На старике была чесучовая накидка какого-то неопределенного оттенка, ближе, пожалуй, к табачно-зеленому, весьма изысканная и в то же время неброская, совсем как одежда на куклах. Вероятно, нечто подобное можно было увидеть в минувшие времена на каком-нибудь ученом конфуцианце, враче или художнике. Под нею было добротное темное авасэ[22] с мелким тканым узором и нижнее кимоно из желтого шелка в черную полоску, проглядывавшее кое-где в отверстиях рукавов. Он сидел, опершись левым локтем о перегородку ложи и заведя руку за спину, отчего ворот накидки топорщился, делая более заметной сутулость его плеч, – и одеждой, и повадками он старался подчеркнуть свой возраст. «Старик должен выглядеть по-стариковски», – любил повторять он. Скорее всего, и нынешний костюм был призван служить иллюстрацией к его кредо: «После пятидесяти мужчине не пристало одеваться чересчур щеголевато, в таком виде он, напротив, будет казаться старше своих лет». Постоянные упоминания тестя о своем возрасте забавляли Канамэ, ведь на самом деле «старик» был не так уж и стар. Если учесть, что он женился лет в двадцать пять и что его супруга, ныне покойная, родила их первую дочь, Мисако, вскоре после свадьбы, получалось, что ему никак не больше пятидесяти шести. Недаром Мисако считала, что он все еще не чужд плотских вожделений, а Канамэ и прежде говорил: «Изображать из себя старика стало для твоего отца очередным развлечением».
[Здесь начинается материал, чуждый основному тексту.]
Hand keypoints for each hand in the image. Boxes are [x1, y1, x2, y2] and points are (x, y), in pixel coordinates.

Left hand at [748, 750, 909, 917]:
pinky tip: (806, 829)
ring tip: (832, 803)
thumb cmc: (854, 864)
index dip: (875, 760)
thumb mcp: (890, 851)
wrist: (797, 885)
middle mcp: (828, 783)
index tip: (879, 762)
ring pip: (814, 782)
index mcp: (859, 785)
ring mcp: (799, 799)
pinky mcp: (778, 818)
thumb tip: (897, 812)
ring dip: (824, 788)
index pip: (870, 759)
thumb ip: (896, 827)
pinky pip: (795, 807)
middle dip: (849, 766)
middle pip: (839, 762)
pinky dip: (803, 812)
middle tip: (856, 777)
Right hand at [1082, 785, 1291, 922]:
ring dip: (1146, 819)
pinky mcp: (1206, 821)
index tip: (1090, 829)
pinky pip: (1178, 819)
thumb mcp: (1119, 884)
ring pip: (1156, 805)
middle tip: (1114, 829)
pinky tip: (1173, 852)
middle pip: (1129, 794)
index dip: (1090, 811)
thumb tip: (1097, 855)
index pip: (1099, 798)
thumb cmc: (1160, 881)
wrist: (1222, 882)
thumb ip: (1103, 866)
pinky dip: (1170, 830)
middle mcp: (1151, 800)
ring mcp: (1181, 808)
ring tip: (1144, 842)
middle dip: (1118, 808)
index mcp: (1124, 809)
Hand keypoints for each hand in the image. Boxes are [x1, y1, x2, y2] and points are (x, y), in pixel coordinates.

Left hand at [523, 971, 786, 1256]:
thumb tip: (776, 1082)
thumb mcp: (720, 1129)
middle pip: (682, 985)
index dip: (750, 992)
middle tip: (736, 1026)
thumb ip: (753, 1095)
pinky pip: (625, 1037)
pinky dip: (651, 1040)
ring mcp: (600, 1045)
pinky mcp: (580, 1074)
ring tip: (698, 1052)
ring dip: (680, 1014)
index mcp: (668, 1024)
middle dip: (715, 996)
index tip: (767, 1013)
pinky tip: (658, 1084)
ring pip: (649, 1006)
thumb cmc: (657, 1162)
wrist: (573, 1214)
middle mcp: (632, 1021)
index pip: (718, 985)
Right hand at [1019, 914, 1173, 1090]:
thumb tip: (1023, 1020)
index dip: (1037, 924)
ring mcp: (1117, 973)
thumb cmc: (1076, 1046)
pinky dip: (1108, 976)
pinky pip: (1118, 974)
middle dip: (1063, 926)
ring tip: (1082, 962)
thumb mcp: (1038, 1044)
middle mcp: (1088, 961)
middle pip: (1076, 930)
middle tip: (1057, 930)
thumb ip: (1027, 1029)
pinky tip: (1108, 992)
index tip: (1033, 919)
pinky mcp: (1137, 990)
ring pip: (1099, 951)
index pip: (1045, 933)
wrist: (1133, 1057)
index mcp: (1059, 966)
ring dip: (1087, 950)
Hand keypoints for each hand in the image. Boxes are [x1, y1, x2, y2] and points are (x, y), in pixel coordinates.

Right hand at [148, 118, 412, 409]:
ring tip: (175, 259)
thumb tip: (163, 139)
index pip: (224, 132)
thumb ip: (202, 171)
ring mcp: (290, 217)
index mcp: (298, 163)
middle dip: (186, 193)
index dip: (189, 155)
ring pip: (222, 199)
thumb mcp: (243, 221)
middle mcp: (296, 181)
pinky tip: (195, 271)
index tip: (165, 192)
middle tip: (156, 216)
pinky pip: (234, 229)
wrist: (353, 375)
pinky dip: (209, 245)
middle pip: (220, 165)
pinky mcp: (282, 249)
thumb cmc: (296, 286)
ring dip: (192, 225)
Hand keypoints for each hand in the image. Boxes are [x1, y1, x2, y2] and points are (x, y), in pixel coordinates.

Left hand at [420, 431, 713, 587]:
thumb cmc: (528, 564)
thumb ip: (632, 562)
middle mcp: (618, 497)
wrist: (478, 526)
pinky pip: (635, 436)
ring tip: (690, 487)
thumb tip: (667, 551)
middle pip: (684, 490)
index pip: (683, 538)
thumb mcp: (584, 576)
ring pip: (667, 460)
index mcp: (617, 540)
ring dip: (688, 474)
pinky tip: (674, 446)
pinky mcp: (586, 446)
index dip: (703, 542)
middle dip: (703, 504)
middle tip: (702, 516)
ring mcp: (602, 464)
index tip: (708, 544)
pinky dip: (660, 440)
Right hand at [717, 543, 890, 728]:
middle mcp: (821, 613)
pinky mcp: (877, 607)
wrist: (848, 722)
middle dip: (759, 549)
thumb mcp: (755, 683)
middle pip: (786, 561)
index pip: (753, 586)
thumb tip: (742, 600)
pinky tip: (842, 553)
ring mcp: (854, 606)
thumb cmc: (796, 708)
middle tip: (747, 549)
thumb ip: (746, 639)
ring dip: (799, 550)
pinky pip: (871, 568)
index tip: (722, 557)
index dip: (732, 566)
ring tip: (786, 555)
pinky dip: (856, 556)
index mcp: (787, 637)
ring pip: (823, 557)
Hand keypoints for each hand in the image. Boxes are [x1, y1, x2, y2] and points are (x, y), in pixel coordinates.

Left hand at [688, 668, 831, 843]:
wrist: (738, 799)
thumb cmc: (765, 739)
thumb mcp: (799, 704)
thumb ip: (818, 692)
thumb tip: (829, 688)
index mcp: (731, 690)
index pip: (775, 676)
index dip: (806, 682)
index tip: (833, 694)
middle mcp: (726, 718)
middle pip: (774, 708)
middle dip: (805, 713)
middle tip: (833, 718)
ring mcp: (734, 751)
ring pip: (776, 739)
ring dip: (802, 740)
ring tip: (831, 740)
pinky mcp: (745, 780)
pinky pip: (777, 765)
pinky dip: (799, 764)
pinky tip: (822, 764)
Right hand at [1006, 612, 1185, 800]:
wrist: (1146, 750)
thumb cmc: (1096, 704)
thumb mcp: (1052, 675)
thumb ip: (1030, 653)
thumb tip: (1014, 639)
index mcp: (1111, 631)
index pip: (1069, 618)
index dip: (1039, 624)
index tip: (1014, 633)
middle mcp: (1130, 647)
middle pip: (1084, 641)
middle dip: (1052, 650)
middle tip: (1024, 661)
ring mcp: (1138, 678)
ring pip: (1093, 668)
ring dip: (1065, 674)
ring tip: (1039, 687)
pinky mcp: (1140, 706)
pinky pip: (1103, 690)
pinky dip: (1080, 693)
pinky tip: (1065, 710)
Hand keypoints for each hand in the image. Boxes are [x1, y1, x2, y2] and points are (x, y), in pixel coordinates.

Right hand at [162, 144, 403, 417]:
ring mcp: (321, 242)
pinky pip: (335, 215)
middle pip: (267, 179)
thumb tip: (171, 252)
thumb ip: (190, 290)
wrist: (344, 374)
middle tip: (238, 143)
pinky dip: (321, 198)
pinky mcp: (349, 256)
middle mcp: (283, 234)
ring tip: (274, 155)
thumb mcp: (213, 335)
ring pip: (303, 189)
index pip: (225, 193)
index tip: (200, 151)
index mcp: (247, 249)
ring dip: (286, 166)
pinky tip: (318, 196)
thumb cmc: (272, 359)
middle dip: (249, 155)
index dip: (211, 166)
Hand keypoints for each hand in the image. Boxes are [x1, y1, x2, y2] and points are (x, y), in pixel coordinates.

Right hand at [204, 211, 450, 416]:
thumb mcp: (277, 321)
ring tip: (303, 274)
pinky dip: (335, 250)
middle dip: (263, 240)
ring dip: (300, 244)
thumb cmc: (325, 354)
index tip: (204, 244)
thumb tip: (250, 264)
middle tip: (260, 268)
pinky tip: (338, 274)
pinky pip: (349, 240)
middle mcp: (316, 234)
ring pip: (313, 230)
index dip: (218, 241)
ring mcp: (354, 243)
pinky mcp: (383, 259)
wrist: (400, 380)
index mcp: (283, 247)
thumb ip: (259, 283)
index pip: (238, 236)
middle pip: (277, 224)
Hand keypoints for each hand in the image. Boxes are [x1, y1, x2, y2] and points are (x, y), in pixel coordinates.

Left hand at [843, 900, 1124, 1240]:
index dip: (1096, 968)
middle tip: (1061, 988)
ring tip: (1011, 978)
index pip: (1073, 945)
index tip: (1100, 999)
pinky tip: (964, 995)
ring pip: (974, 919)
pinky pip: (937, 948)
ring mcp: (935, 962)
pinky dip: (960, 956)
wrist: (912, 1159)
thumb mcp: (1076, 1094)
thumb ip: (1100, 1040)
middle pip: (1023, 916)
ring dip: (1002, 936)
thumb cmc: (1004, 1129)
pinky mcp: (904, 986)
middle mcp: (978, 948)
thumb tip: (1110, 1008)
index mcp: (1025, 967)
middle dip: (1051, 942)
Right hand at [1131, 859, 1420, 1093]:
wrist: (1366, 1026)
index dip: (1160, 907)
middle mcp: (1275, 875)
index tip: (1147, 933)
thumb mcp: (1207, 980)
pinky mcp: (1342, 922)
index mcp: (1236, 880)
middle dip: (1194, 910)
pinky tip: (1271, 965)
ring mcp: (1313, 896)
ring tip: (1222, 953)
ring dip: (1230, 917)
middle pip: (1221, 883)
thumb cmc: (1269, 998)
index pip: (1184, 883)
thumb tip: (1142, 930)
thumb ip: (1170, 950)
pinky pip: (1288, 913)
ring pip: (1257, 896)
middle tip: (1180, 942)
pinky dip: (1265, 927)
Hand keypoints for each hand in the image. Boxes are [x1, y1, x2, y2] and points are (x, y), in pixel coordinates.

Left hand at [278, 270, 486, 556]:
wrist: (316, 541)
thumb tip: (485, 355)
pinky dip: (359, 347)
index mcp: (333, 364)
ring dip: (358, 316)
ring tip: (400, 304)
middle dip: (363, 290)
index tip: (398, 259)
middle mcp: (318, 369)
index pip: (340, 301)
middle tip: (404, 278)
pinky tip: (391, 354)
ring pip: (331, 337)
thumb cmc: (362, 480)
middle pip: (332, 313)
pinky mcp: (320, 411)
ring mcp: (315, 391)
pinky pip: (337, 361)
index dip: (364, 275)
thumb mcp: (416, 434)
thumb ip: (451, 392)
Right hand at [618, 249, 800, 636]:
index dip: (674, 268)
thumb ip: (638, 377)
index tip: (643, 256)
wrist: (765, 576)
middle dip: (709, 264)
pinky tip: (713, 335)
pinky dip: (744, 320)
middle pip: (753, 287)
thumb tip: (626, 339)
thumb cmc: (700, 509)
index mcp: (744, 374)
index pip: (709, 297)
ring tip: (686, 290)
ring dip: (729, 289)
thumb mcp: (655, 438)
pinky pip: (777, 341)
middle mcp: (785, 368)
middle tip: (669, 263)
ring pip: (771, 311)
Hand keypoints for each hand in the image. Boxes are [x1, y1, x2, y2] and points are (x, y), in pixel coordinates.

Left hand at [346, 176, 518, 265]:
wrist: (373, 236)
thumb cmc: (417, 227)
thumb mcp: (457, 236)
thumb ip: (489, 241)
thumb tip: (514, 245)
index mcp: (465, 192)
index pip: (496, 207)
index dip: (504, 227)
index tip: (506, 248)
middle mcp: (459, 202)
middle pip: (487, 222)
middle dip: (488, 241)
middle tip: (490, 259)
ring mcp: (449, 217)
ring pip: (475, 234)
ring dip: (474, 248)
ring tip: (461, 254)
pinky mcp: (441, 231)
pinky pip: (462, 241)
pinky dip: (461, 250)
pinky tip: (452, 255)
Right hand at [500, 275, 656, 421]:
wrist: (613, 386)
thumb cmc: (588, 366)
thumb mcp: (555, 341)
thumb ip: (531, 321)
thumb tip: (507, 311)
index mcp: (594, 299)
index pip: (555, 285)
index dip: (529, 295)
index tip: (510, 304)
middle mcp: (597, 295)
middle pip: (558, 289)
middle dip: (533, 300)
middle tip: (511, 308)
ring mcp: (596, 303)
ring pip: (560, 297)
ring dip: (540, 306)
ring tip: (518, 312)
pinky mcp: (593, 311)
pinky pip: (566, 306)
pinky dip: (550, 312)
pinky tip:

– Боюсь, вам неудобно. Вы можете вытянуть ноги… – участливо проговорила О-Хиса, обращаясь к Мисако.

Она без устали хлопотала в тесной ложе, разливая чай, предлагая сладости, пытаясь – без особого, впрочем, успеха – заговаривать с Мисако, а в промежутках следила за тем, чтобы вовремя наполнить чарку, которую старик, отведя назад правую руку, ставил на краешек подноса для курительных принадлежностей. Недавно он провозгласил, что «сакэ следует пить только из лаковой посуды», и потому сегодня ему была подана одна из трех захваченных из дома чарок красного лака с золотой росписью, воспроизводящей в миниатюре пейзажи знаменитой серии «Пятьдесят три станции Токайдоского тракта»[23]. Все – и сакэ, и закуски, и столовая утварь – было привезено из Киото в специальном переносном сундучке, с какими в старину придворные дамы отправлялись на любование сакурой. Подобная предусмотрительность отнюдь не служила к пользе существовавшего при театре чайного заведения, не говоря уж о том, скольких забот она требовала от О-Хиса.

– Не хотите ли сакэ? – спросила О-Хиса, протягивая Канамэ извлеченную из сундучка чарку.

– Спасибо, не откажусь. Вообще-то днем я не пью, но без пальто здесь холодновато…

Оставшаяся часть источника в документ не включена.